Third Industrial Revolution: The Microprocessor

The third industrial revolution was digital. Whether you called it electronic data processing or information technology, computers began to work everywhere in the 1970s where previously only humans had been at work.

The decisive technological leap of this digital industrial revolution was the development of microprocessors in the 1970s, which turned space-filling computing machines into transportable devices. That this became the universal technology of our time within a very short time is well known: From personal computers to programmable logic controllers, from the World Wide Web to electric toothbrushes ... when chip supplies from Asia began to falter during the pandemic supply chain imbroglios, the entire global economy began to stumble.

Industry 4.0? Digitization was merely overdue

And then, therefore, what we have been calling since the Hannover Messe 2011 the Industry 4.0 know: It refers to the "comprehensive digitization of industrial production" - in other words, nothing less, but also nothing more than the widespread realization of what began with the third industrial revolution.

Well ... it's just the first revolution that was proclaimed without a technical spark, without a real technological milestone. These are honorable efforts to give legs to a necessary step that was too slow and long overdue. Industry 4.0 simply lacked the universal technology that could change everything.

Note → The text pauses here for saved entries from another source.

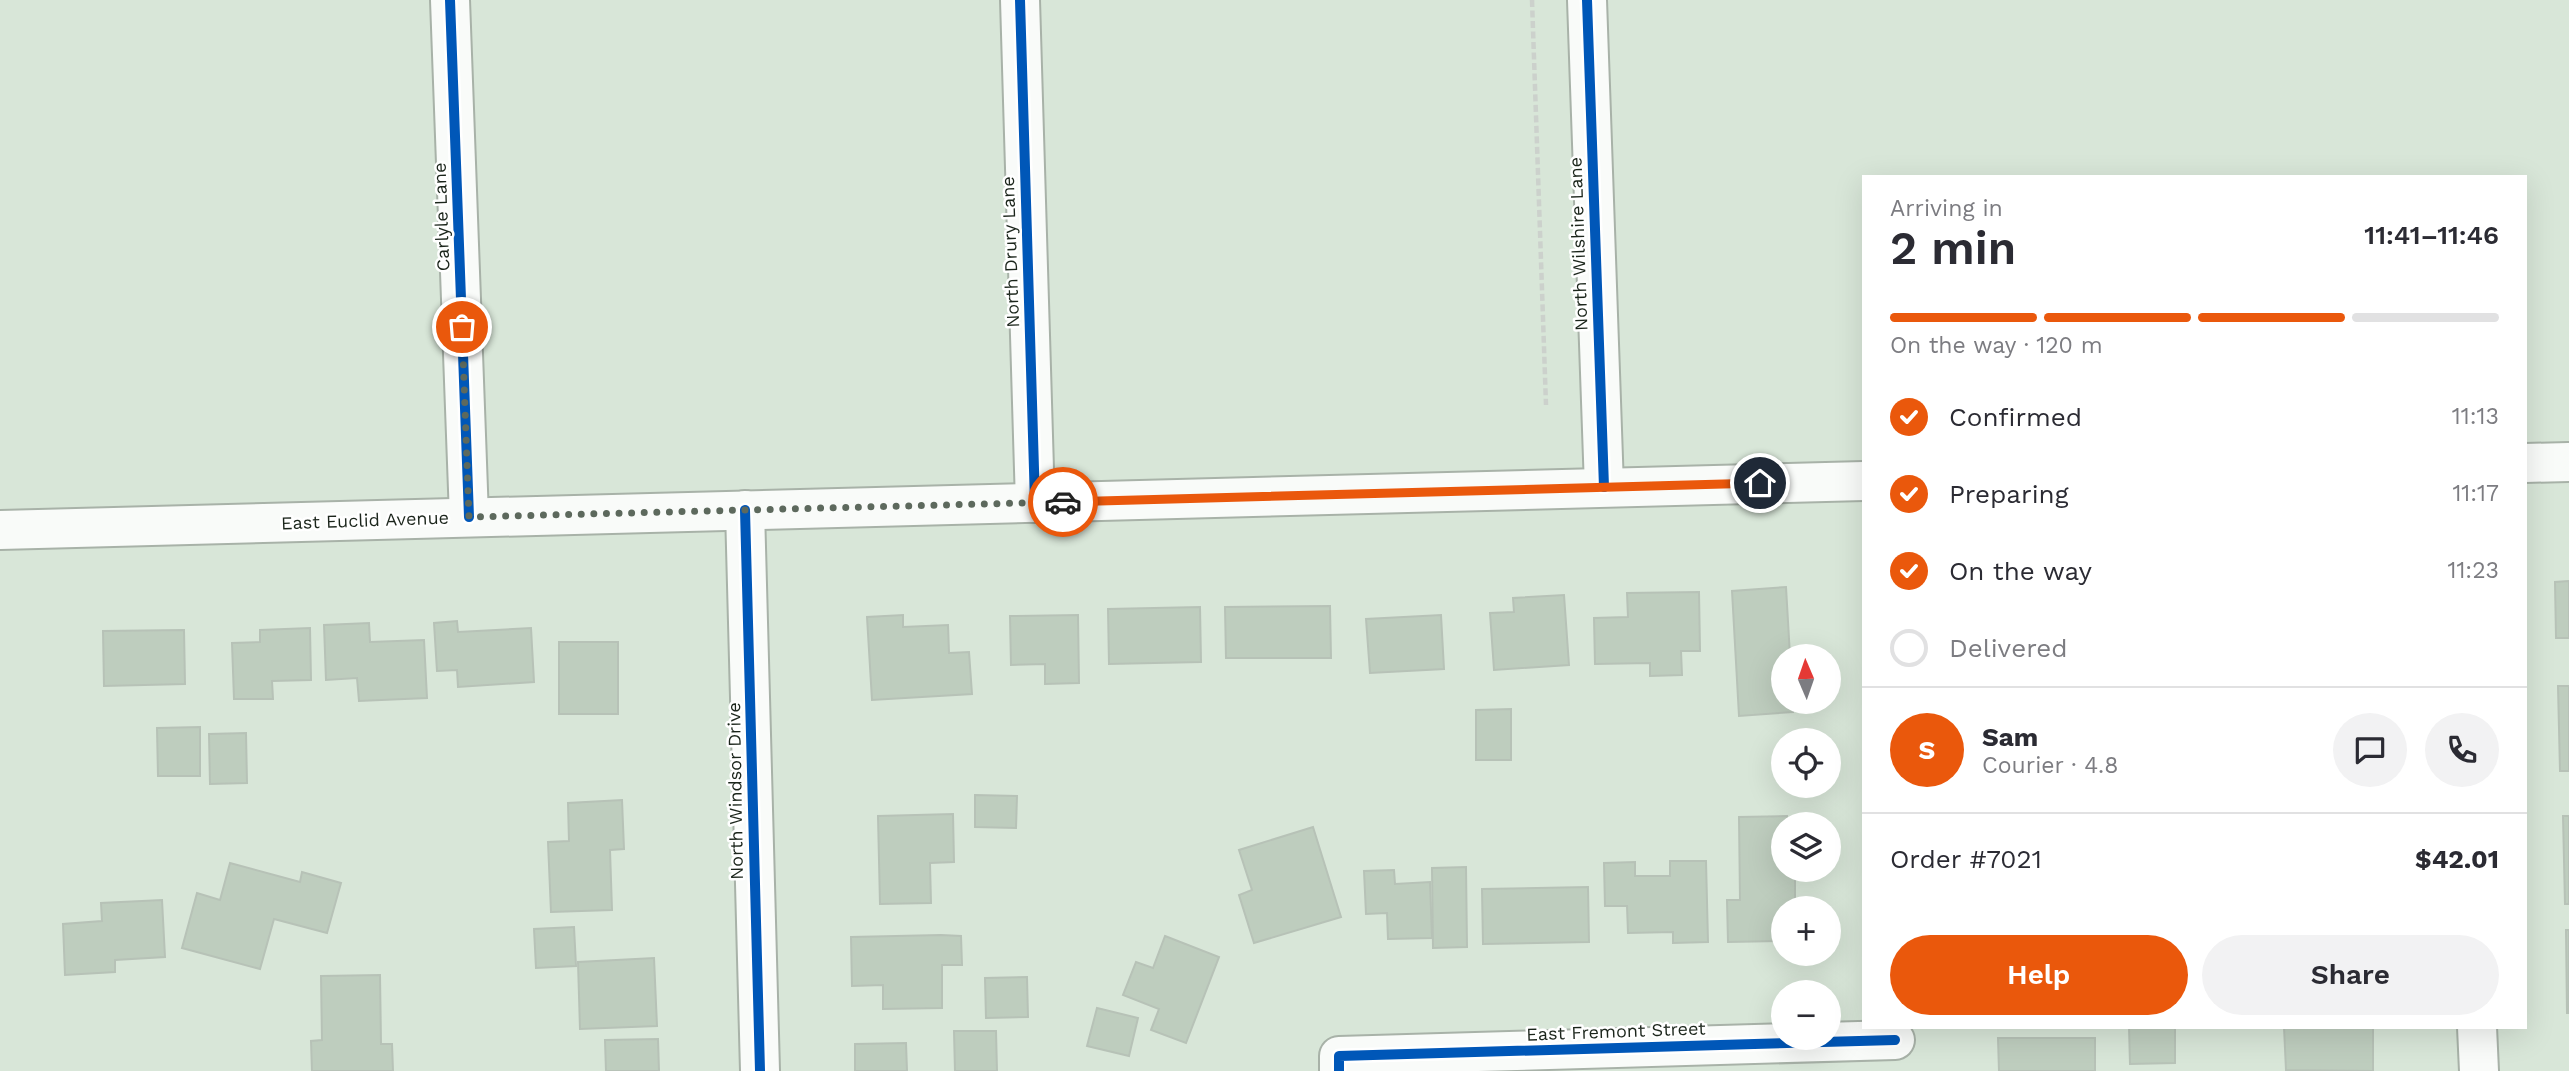 <!DOCTYPE html>
<meta charset="utf-8">
<style>
:root{--surface:#fff;--page:#f2f2f3;--text:#2b2b33;--muted:#7c7c81;--line:#e1e1e2;--accent:#ea580c}
body{margin:0;font-family:"Work Sans",sans-serif;background:var(--page);color:var(--text);height:100vh;display:flex;flex-direction:column;font-size:26px;white-space:nowrap}
*{box-sizing:border-box;margin:0}
p{font-size:23px;color:var(--muted)}
.icon{flex:none;width:38px;height:38px;fill:none;stroke:currentColor;stroke-width:2;stroke-linecap:round;stroke-linejoin:round}
.map{position:relative;flex:1;overflow:hidden}
.sheet{position:absolute;left:1862px;top:175px;width:665px;height:854px;display:flex;flex-direction:column;background:var(--surface);border-radius:0px;box-shadow:0 7px 28px #0002}
.sheet>*{flex:none}
.needle{width:46px;rotate:358deg}
.fabs{position:absolute;left:1771px;top:644px;display:grid;gap:14px}
.fabs a{display:grid;place-items:center;width:70px;height:70px;border-radius:50%;background:var(--surface);box-shadow:0 7px 28px #0002;font-size:35px}
.pin{position:absolute;display:grid;place-items:center;width:60px;height:60px;color:#fff;margin:-30px;border:4px solid #fff;border-radius:50%;box-shadow:0 2px 7px #0007}
.courier{position:absolute;display:grid;place-items:center;width:70px;height:70px;margin:-35px;border:5px solid #ea580c;border-radius:50%;background:#fff;color:#222;box-shadow:0 2px 9px #0007}
.summary em{font-style:normal;font-weight:600}
.summary div{display:flex;flex-direction:column-reverse}
.summary{display:flex;align-items:center;justify-content:space-between;height:119px;padding:0 28px}
h1{font-size:46px;font-weight:600;line-height:52px}
.bar{display:grid;grid-template-columns:repeat(4,1fr);gap:10px 7px;align-content:center;height:84px;padding:0 28px}
.bar i{height:9px;border-radius:5px;background:var(--line)}
.bar .selected{background:var(--accent)}
.bar p{grid-column:span 4}
.line{display:flex;align-items:center;gap:18px;padding:0 28px;border-top:2px solid var(--line)}
.line div{flex:1}
.round{display:grid;place-items:center;flex:none;width:74px;height:74px;border-radius:37px;background:var(--page)}
ol{padding:0 28px;list-style:none}
li{display:flex;align-items:center;gap:21px;height:77px}
li p{margin-inline-start:auto}
li .icon{padding:7px;border-radius:50%;background:var(--accent);color:#fff;stroke-width:4}
li:last-child{color:var(--muted)}
li i{width:38px;height:38px;border:4px solid var(--line);border-radius:50%}
.primary-button{display:flex;gap:14px;margin-top:auto;padding:14px 28px}
.primary-button a{flex:1;height:80px;border-radius:42px;background:var(--accent);color:#fff;font-size:28px;font-weight:600;line-height:80px;text-align:center}
.primary-button a+a{background:var(--page);color:var(--text)}
.map>svg:first-child{display:block}
</style>
<div class="map">
<svg width="2569" height="1071" viewBox="0 0 2569 1071">
<rect width="100%" height="100%" fill="#d8e6d8"/>
<g fill="#becdbe" stroke="#b7c2b7" stroke-width="2">
<path d="M2569 581V638H2556L2555 582Z"/>
<path d="M1786 587 1790 656H1783V702H1793V712L1739 716 1732 591Z"/>
<path d="M1699 592 1700 651H1681L1682 675 1650 676V663L1595 664 1594 618 1628 617 1627 593Z"/>
<path d="M1564 595 1569 665 1494 670 1490 613 1514 612 1513 598Z"/>
<path d="M1330 606 1331 658H1226L1225 607Z"/>
<path d="M1200 607 1201 662 1109 664 1108 609Z"/>
<path d="M903 615V627L948 625 949 653 969 652 972 694 872 700 867 617Z"/>
<path d="M1078 615 1079 683 1045 684V664L1011 665 1010 616Z"/>
<path d="M1441 615 1444 669 1370 673 1366 619Z"/>
<path d="M457 621 458 632 531 628 534 682 458 687 457 670 437 671 434 623Z"/>
<path d="M369 623 370 642 424 640 427 698 359 701 357 678 326 680 324 625Z"/>
<path d="M310 628 311 680 272 681 273 699H234L232 643 260 642V630Z"/>
<path d="M184 630 185 684 104 686 103 631Z"/>
<rect x="559" y="642" width="59" height="72"/>
<path d="M2558 686H2569V771H2560Z"/>
<path d="M1511 709V760H1476V710Z"/>
<path d="M200 727V776H158L157 728Z"/>
<path d="M246 733 247 783 210 784 209 734Z"/>
<path d="M975 795 1017 796 1016 828 975 827Z"/>
<path d="M622 800 624 849 610 850 612 910 551 912 548 842 569 841 568 803Z"/>
<path d="M953 814 954 862 930 863 931 903 880 904 878 816Z"/>
<path d="M1787 816V824H1783V870H1795V908H1783V941L1728 942 1727 900H1740L1739 817Z"/>
<path d="M2563 816H2569V904H2565Z"/>
<path d="M1313 827 1341 917 1254 943 1239 895 1252 890 1239 850Z"/>
<path d="M1670 861H1706L1708 942 1673 943V932L1628 933 1627 906H1605L1604 863 1635 862V876H1670Z"/>
<path d="M230 863 300 882 302 872 341 883 327 933 274 919 260 969 182 948 197 893 220 900Z"/>
<path d="M1466 867 1467 947 1433 948 1432 868Z"/>
<path d="M1394 870 1395 884 1430 882 1432 938 1388 939 1387 913 1366 914 1364 871Z"/>
<path d="M1588 887 1589 942 1483 944 1482 889Z"/>
<path d="M162 900 165 957 115 960V972L65 975 63 924 102 921 101 903Z"/>
<path d="M574 927 576 966 536 968 534 929Z"/>
<path d="M2566 930H2569V1013H2567Z"/>
<path d="M941 935 961 936 962 965H942V1008L883 1009V985L852 986 851 937Z"/>
<path d="M1165 936 1219 957 1186 1043 1151 1030 1159 1009 1123 995 1136 962 1153 968Z"/>
<path d="M654 958 657 1026 580 1029 578 962Z"/>
<path d="M380 975 381 1044H392L393 1071H312L311 1041 322 1040 321 976Z"/>
<path d="M1027 977 1028 1017 986 1018 985 978Z"/>
<path d="M1097 1008 1138 1018 1129 1056 1087 1046Z"/>
<path d="M2129 1027H2175V1063L2130 1064Z"/>
<path d="M2284 1027H2373V1071L2286 1070Z"/>
<path d="M954 1031H996L997 1071H955Z"/>
<path d="M1998 1038H2095V1071H1999Z"/>
<path d="M658 1039 659 1071H606L605 1040Z"/>
<path d="M906 1043 907 1071H855V1044Z"/>
</g>
<g fill="none" stroke-linecap="round" stroke-linejoin="round">
<defs>
<g id="street">
<path d="M450 0 469 517"/>
<path d="M1020 0 1035 503"/>
<path d="M1587 0 1604 487"/>
<path d="M745 510 760 1071"/>
<path d="M2477 1027 2479 1071"/>
<path d="M1339 1071V1056L1895 1040"/>
</g>
<g id="secondary">
<path d="M2525 463 2569 462"/>
<path d="M0 530 1864 481"/>
</g>
</defs>
<use href="#street" stroke="#a8b2a8" stroke-width="42"/>
<use href="#secondary" stroke="#a8b2a8" stroke-width="42"/>
<path stroke="#ccd1cc" stroke-width="4.5" stroke-dasharray="7 3.5" stroke-linecap="butt" d="M1532 0 1546 405"/>
<use href="#street" stroke="#f9fbf9" stroke-width="38"/>
<use href="#secondary" stroke="#f9fbf9" stroke-width="38"/>
<defs>
<g id="cycleway">
<path d="M450 0 469 517"/>
<path d="M1020 0 1035 503"/>
<path d="M1587 0 1604 487"/>
<path d="M745 510 760 1071"/>
<path d="M1339 1071V1056L1895 1040"/>
</g>
</defs>
<use href="#cycleway" stroke="#fff" stroke-width="15"/>
<use href="#cycleway" stroke="#0057b8" stroke-width="10"/>
</g>
<g fill="none" stroke-linecap="round" stroke-linejoin="round">
<path stroke="#5d695d" stroke-width="7" stroke-dasharray="0 12.6" d="M462 327 469 517 1063 502"/>
<path stroke="#ea580c" stroke-width="9" d="M1063 502 1760 483"/>
</g>
<g text-anchor="middle" dominant-baseline="central" stroke-width="5" stroke-linejoin="round" paint-order="stroke">
<g font-size="18" fill="#1b251b" stroke="#fff">
<text transform="translate(441 217) rotate(-92)">Carlyle Lane</text>
<text transform="translate(1578 244) rotate(-92)">North Wilshire Lane</text>
<text transform="translate(1010 252) rotate(-92)">North Drury Lane</text>
<text transform="translate(365 520) rotate(-2)">East Euclid Avenue</text>
<text transform="translate(735 791) rotate(-91)">North Windsor Drive</text>
<text transform="translate(1616 1031) rotate(-2)">East Fremont Street</text>
</g>
</g>
</svg>
<div class="fabs">
<a><svg class="needle" viewBox="-14 -14 28 28"><path d="M0-13l5 13h-10z" fill="#e53935"/><path d="M0 13l5-13h-10z" fill="#7c7c81"/></svg></a>
<a><svg class="icon" aria-label="locate" viewBox="0 0 24 24"><circle cx="12" cy="12" r="6"/><path d="M12 2v4M12 18v4M2 12h4M18 12h4"/></svg></a>
<a><svg class="icon" aria-label="layers" viewBox="0 0 24 24"><path d="M12 4l9 5-9 5-9-5zM3 14l9 5 9-5"/></svg></a>
<a>+</a>
<a>−</a>
</div>
<div class="pin" style="left:462px;top:327px;background:#ea580c"><svg class="icon" aria-label="bag" viewBox="0 0 24 24"><path d="M5 8h14l-1 12H6zM9 8a3 3 0 0 1 6 0"/></svg></div>
<div class="pin" style="left:1760px;top:483px;background:#1f2937"><svg class="icon" aria-label="home" viewBox="0 0 24 24"><path d="M3 11l9-7 9 7M6 9v11h12V9"/></svg></div>
<div class="courier" style="left:1063px;top:502px"><svg class="icon" aria-label="car" viewBox="0 0 24 24"><path d="M5 17H2v-5l4-1 3-4h7l3 4 3 1v5h-3M9 17h6M6 11h13"/><circle cx="7" cy="17" r="2"/><circle cx="17" cy="17" r="2"/></svg></div>
<section class="sheet">
<div class="summary"><div><h1>2 min</h1><p>Arriving in</p></div><em>11:41–11:46</em></div>
<div class="bar"><i class="selected"></i><i class="selected"></i><i class="selected"></i><i></i><p>On the way · 120 m</p></div>
<ol>
<li><svg class="icon" aria-label="check" viewBox="0 0 24 24"><path d="M5 12l5 5 9-10"/></svg>Confirmed<p>11:13</p></li>
<li><svg class="icon" aria-label="check" viewBox="0 0 24 24"><path d="M5 12l5 5 9-10"/></svg>Preparing<p>11:17</p></li>
<li><svg class="icon" aria-label="check" viewBox="0 0 24 24"><path d="M5 12l5 5 9-10"/></svg>On the way<p>11:23</p></li>
<li><i></i>Delivered</li>
</ol>
<div class="line" style="height:126px"><b class="round" style="background:var(--accent);color:#fff">S</b><div><b>Sam</b><p>Courier · 4.8</p></div><a class="round"><svg class="icon" aria-label="chat" viewBox="0 0 24 24"><path d="M4 5h16v11H9l-5 4z"/></svg></a><a class="round"><svg class="icon" aria-label="phone" viewBox="0 0 24 24"><path d="M5 4h4l2 5-3 2q2 4 5 5l2-3 5 2v4C11 20 4 13 5 4z"/></svg></a></div>
<div class="line" style="height:91px"><div>Order #7021</div><b>$42.01</b></div>
<div class="primary-button"><a>Help</a><a>Share</a></div>
</section>
</div>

Artificial intelligence: catalyst of the fourth industrial revolution

In today's Industry 4.0, this Technologiessprung now here. Since OpenAI released ChatGPT in late 2022, not a day has gone by without some stunning new AI tool. Artificial Intelligence has advanced in one fell swoop into an area previously reserved for humans: finding creative solutions to unstructured specifications. The potential of generative AI in Industry 4.0 cannot yet be estimated.

Even if we are currently at the peak of the hype curve, on a "plateau of exaggerated expectations", and a crash is to be expected as a consequence; even if the suspicion that in five years there will no longer be 300 programmers:in the world in five years, because AI tools will then be able to write any code, must first be proven; even if the new profession of "prompt writer" is so new that there are not even training courses for it; even if it is only beginning to crystallize which applications in industrial production can marry robotics and automation and make people forget about the shortage of skilled workers - industrial AI will become the universal technology that will turn over every stone and put it in a new place.

Industrial AI as a new industrial revolution: the development is irreversible

That is why we start the project www.industrial-ai.at

We do not yet know where AI applications will take us. Where industrial production in particular will be changed can only be foreseen in rudimentary form. But we are convinced that the development is irreversible. Whether there can be a moratorium on AI developments at all, what the AI Act of the European Union will be able to regulate in practice: All this is not yet foreseeable.

We will inform, discuss, analyze and thematize. We want to make the opportunities visible, point out undesirable developments, and present use cases and business models that make continuing education, which is still in its infancy, possible - because that is the only way to ensure competitiveness.

The fourth industrial revolution starts now - with you and with us.